**Material for this exercise:**
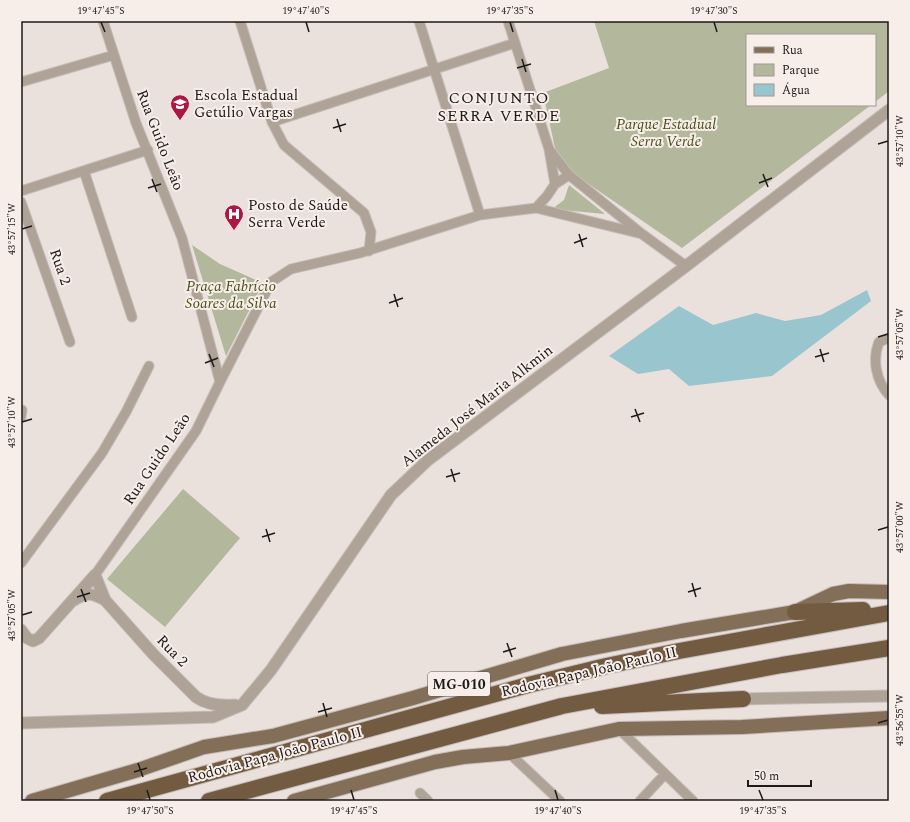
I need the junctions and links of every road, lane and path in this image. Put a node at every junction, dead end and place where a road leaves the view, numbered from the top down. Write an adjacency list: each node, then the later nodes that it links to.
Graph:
1 (103, 21): 6 (street, Rua Guido Leão)
2 (240, 21): 10 (street)
3 (419, 21): 7 (street)
4 (508, 21): 5 (street)
5 (515, 43): 7 (street); 11 (street)
6 (114, 55): 8 (street); 12 (street, Rua Guido Leão)
7 (434, 69): 10 (street); 20 (street)
8 (21, 82)
9 (889, 110): 24 (street, Alameda José Maria Alkmin)
10 (272, 122): 23 (street)
11 (549, 149): 14 (street); 15 (street)
12 (148, 150): 13 (street); 29 (street, Rua Guido Leão)
13 (84, 170): 16 (street); 25 (street)
14 (569, 175): 15 (street); 19 (street)
15 (555, 184): 18 (street)
16 (21, 191)
17 (21, 202): 27 (street, Rua 2)
18 (536, 208): 20 (street); 21 (street)
19 (613, 210): 21 (street); 22 (street)
20 (480, 215): 23 (street)
21 (602, 223): 22 (street)
22 (642, 234): 24 (street)
23 (369, 251): 29 (street)
24 (686, 266): 44 (street, Alameda José Maria Alkmin)
25 (132, 317)
26 (889, 338): 30 (street)
27 (70, 342)
28 (149, 366): 31 (street)
29 (220, 382): 32 (street, Rua Guido Leão)
30 (889, 395)
31 (21, 563)
32 (95, 575): 34 (street, Rua 2); 35 (street, Rua Guido Leão)
33 (889, 592): 37 (main road, MG-010)
34 (105, 600): 35 (street); 42 (street, Rua 2)
35 (72, 601): 39 (street, Rua Guido Leão)
36 (889, 609): 37 (highway)
37 (795, 612): 53 (main road, MG-010)
38 (889, 613): 54 (highway, Rodovia Papa João Paulo II / MG-010)
39 (21, 630)
40 (889, 648): 45 (highway, Rodovia Papa João Paulo II)
41 (889, 696): 43 (street)
42 (196, 697): 44 (street); 47 (street)
43 (743, 699): 45 (highway)
44 (242, 705): 47 (street, Alameda José Maria Alkmin)
45 (562, 706): 55 (highway, Rodovia Papa João Paulo II)
46 (889, 718): 49 (main road)
47 (178, 719): 48 (street, Alameda José Maria Alkmin)
48 (21, 723)
49 (619, 729): 50 (main road); 51 (street)
50 (510, 753): 56 (main road); 58 (street)
51 (665, 774): 59 (street); 60 (street)
52 (420, 793): 57 (street)
53 (32, 801)
54 (107, 801)
55 (209, 801)
56 (294, 801)
57 (428, 801)
58 (560, 801)
59 (640, 801)
60 (693, 801)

**Task requirements:** Scan the records above and report every line with the string "Alameda".

**Reply:**
9 (889, 110): 24 (street, Alameda José Maria Alkmin)
24 (686, 266): 44 (street, Alameda José Maria Alkmin)
44 (242, 705): 47 (street, Alameda José Maria Alkmin)
47 (178, 719): 48 (street, Alameda José Maria Alkmin)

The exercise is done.